MOLECULAR BASIS OF NEURODEGENERATION
Our unit is interested in understanding at the molecular level the processes that trigger neuronal death implicated in several neurodegenerative diseases. We used the neurotrophins and their receptors and their involvement in the degeneration of cholinergic neurons in the basal forebrain, which are the most sensitive population of neurons in Alzheimer’s disease. We use established cell culture lines and primary neuronal cultures, and different molecular biology and microscopy techniques, together with biophysical, structural and computational approaches
The main objectives of the unit are:
- Determine the mechanism of action of p75 receptor in vivo and its role in neurodegenerative diseases. In recent years, our group has revealed the role of the transmembrane domain of p75 in the mechanism of neuronal death and its characterization as a target domain to inhibit p75 activity. We are currently interested in determining the nature and structural architecture of the protein complex triggering neuronal death.
- Determine the mechanism of action of Trk receptor tyrosine kinases to understand the molecular basis of uncontrolled activation that can lead to neurodegenerative diseases besides cancer. In this goal we are using somatic and genetic mutations of TrkA found in i) cancer patients and ii) a rare congenital insensitivity to pain (CIPA) to unravel the molecular mechanism of activation of TrkA both in cancer and neurodegeneration. Our specific objective is included in a broader objective that involves understanding the conformational changes required in a receptor tyrosine kinase to be activated by its ligand.

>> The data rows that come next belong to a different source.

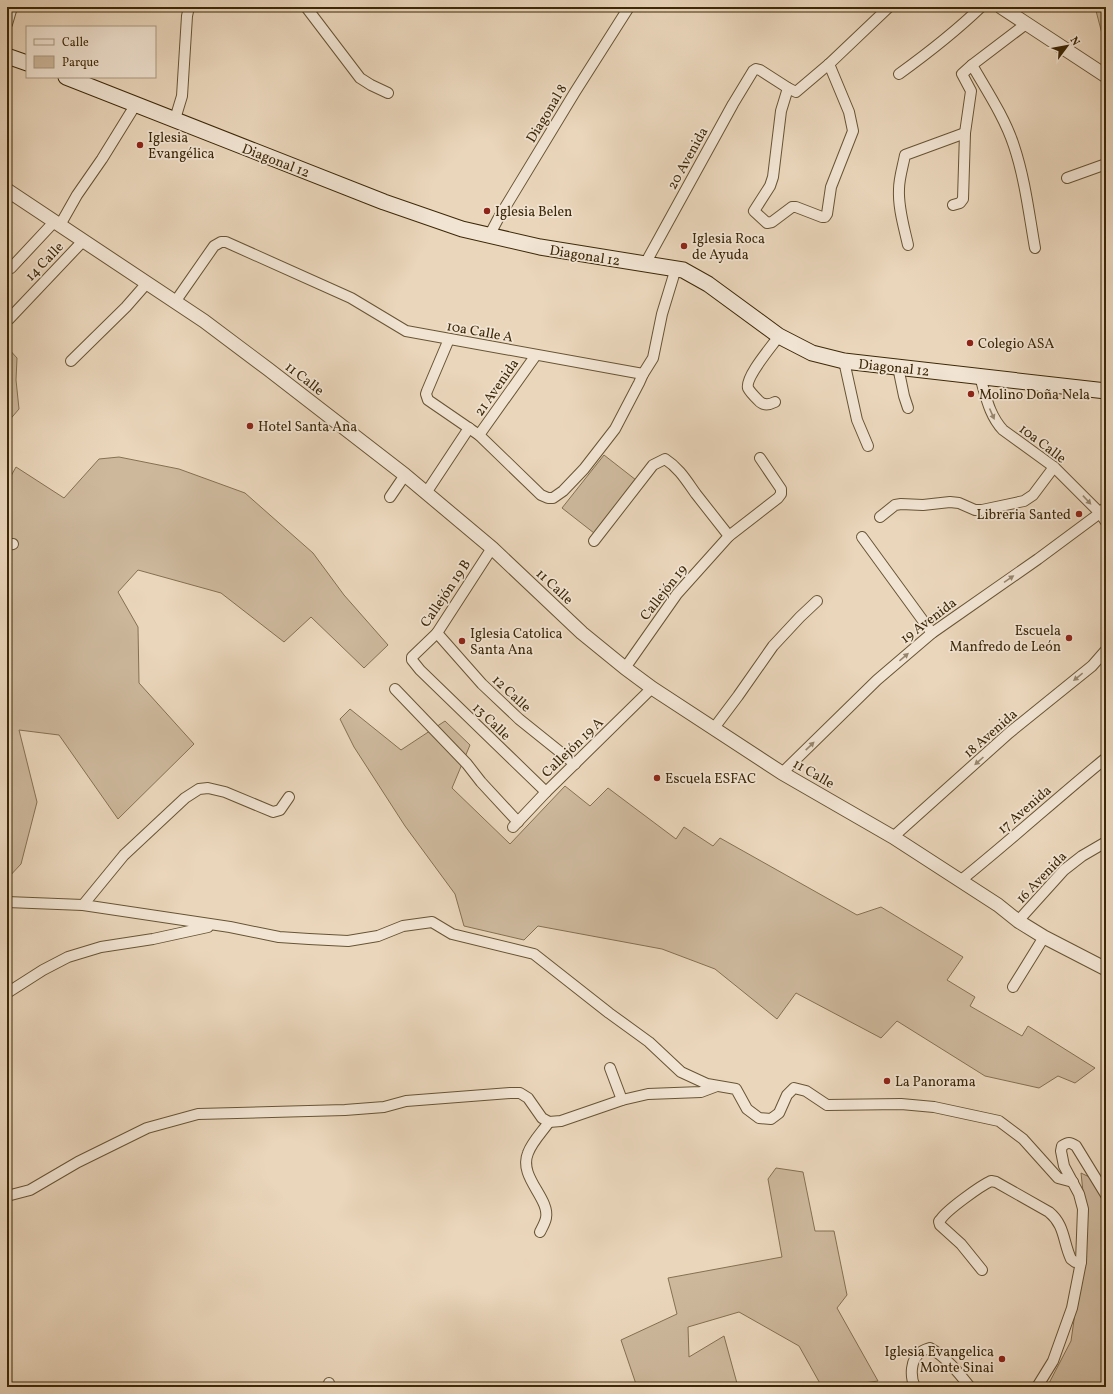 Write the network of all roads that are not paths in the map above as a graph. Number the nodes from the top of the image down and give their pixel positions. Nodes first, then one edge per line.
1 (12, 7) edge
2 (189, 7) edge
3 (306, 7) edge
4 (629, 7) edge
5 (888, 7) edge
6 (981, 7) edge
7 (1001, 7) edge
8 (8, 20) edge
9 (1026, 24) junction
10 (7, 56) edge
11 (26, 63) edge
12 (828, 64) junction
13 (972, 65) junction
14 (899, 74) dead end
15 (1106, 76) edge
16 (69, 78) edge
17 (788, 88) junction
18 (388, 93) dead end
19 (136, 104) junction
20 (175, 119) junction
21 (965, 133) junction
22 (1106, 164) edge
23 (1066, 178) dead end
24 (7, 190) edge
25 (953, 205) dead end
26 (57, 223) junction
27 (489, 236) junction
28 (83, 241) junction
29 (908, 245) dead end
30 (1035, 248) dead end
31 (645, 264) junction
32 (11, 268) dead end
33 (676, 268) junction
34 (147, 283) junction
35 (175, 302) junction
36 (10, 319) dead end
37 (778, 336) junction
38 (449, 339) junction
39 (536, 355) junction
40 (71, 361) dead end
41 (844, 361) junction
42 (898, 367) junction
43 (643, 374) junction
44 (980, 377) junction
45 (1106, 391) edge
46 (775, 402) dead end
47 (908, 408) dead end
48 (469, 428) junction
49 (479, 435) junction
50 (868, 446) dead end
51 (760, 458) dead end
52 (1054, 467) junction
53 (405, 476) junction
54 (426, 492) junction
55 (390, 497) dead end
56 (1104, 514) edge
57 (880, 517) dead end
58 (729, 536) junction
59 (862, 537) dead end
60 (594, 541) dead end
61 (492, 548) junction
62 (817, 601) dead end
63 (932, 633) junction
64 (437, 634) junction
65 (1106, 650) edge
66 (625, 668) junction
67 (420, 670) joint
68 (652, 688) junction
69 (395, 689) dead end
70 (714, 728) junction
71 (1106, 758) edge
72 (575, 764) junction
73 (782, 773) junction
74 (546, 792) junction
75 (289, 797) dead end
76 (893, 837) junction
77 (1106, 842) edge
78 (960, 881) junction
79 (7, 902) edge
80 (83, 905) junction
81 (1018, 922) junction
82 (214, 925) junction
83 (1044, 937) junction
84 (1106, 969) edge
85 (1013, 987) dead end
86 (7, 992) edge
87 (610, 1068) dead end
88 (720, 1086) junction
89 (622, 1100) junction
90 (549, 1122) junction
91 (1073, 1182) junction
92 (1106, 1195) edge
93 (7, 1196) edge
94 (540, 1232) dead end
95 (1081, 1262) junction
96 (982, 1270) dead end
97 (916, 1387) edge
98 (970, 1387) edge
99 (1037, 1387) edge

1 - 8 street
2 - 20 street
3 - 18 street
4 - 27 street, Diagonal 8
5 - 12 street
6 - 14 street
7 - 9 street
9 - 13 street
9 - 15 street
10 - 11 main road
12 - 17 street
12 - 17 street
13 - 21 street
13 - 30 street
16 - 19 main road, Diagonal 12
17 - 31 street, 20 Avenida
19 - 20 main road, Diagonal 12
19 - 26 street
20 - 27 main road, Diagonal 12
21 - 25 street
21 - 29 street
22 - 23 street
24 - 26 street, 11 Calle
26 - 28 street, 11 Calle
26 - 32 street
27 - 31 main road, Diagonal 12
28 - 34 street, 11 Calle
28 - 36 street, 14 Calle
31 - 33 main road, Diagonal 12
33 - 37 main road, Diagonal 12
33 - 43 street
34 - 35 street, 11 Calle
34 - 40 street
35 - 38 street, 10a Calle A
35 - 53 street, 11 Calle
37 - 41 main road, Diagonal 12
37 - 46 street
38 - 39 street, 10a Calle A
38 - 48 street
39 - 43 street, 10a Calle A
39 - 49 street, 21 Avenida
41 - 42 main road, Diagonal 12
41 - 50 street
42 - 44 main road, Diagonal 12
42 - 47 street
43 - 49 street
44 - 45 main road, Diagonal 12
44 -> 52 street, 10a Calle
48 - 49 street
48 - 54 street, 21 Avenida
51 - 58 street, Callejón 19
52 -> 56 street, 10a Calle
52 - 57 street
53 - 54 street, 11 Calle
53 - 55 street
54 - 61 street, 11 Calle
63 -> 56 street, 19 Avenida
58 - 60 street
58 - 66 street, Callejón 19
59 - 63 street
61 - 64 street, Callejón 19 B
61 - 66 street, 11 Calle
62 - 70 street
73 -> 63 street, 19 Avenida
64 - 67 street, Callejón 19 B
64 - 72 street, 12 Calle
65 -> 76 street, 18 Avenida
66 - 68 street, 11 Calle
67 - 74 street, 13 Calle
68 - 70 street, 11 Calle
68 - 72 street, Callejón 19 A
69 - 74 street, Callejón 19 A
70 - 73 street, 11 Calle
71 - 78 street, 17 Avenida
72 - 74 street, Callejón 19 A
73 - 76 street, 11 Calle
75 - 80 street
76 - 78 street, 11 Calle
77 - 81 street, 16 Avenida
78 - 81 street, 11 Calle
79 - 80 street
80 - 82 street
81 - 83 street, 11 Calle
82 - 86 street
82 - 88 street
83 - 84 street, 11 Calle
83 - 85 street
87 - 89 street
88 - 89 street
88 - 91 street
89 - 90 street
90 - 93 street
90 - 94 street
91 - 92 street
91 - 95 street
95 - 96 street
95 - 99 street
97 - 98 street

- As a long-term goal, and joining the objectives 1 and 2, the Unit seeks to determine the connection between neurodegeneration and cancer. Epidemiological studies showed that patients with neurodegenerative diseases have fewer incidences of cancer, and vice versa. However although they seem two antagonistic processes recent studies point that the same signaling pathways and even the same proteins are involved in both processes. For example mutations in the cell cycle, DNA damage repair, degradation of proteins or autophagy machineries induced cell survival and tumor growth in different tissues, but cause the death of postmitotic cells such as neurons and trigger neurodegeneration. Neurotrophin receptors were identified in melanoma (p75) and colon (TrkA) cancer, but play a major role in the development of the nervous system and its dysregulation contributes to the development of neurodegenerative processes in Alzheimer’s disease or Multiple Sclerosis. Our aim is to use the neurotrophic system to unravel the connection between cancer and neurodegeneration.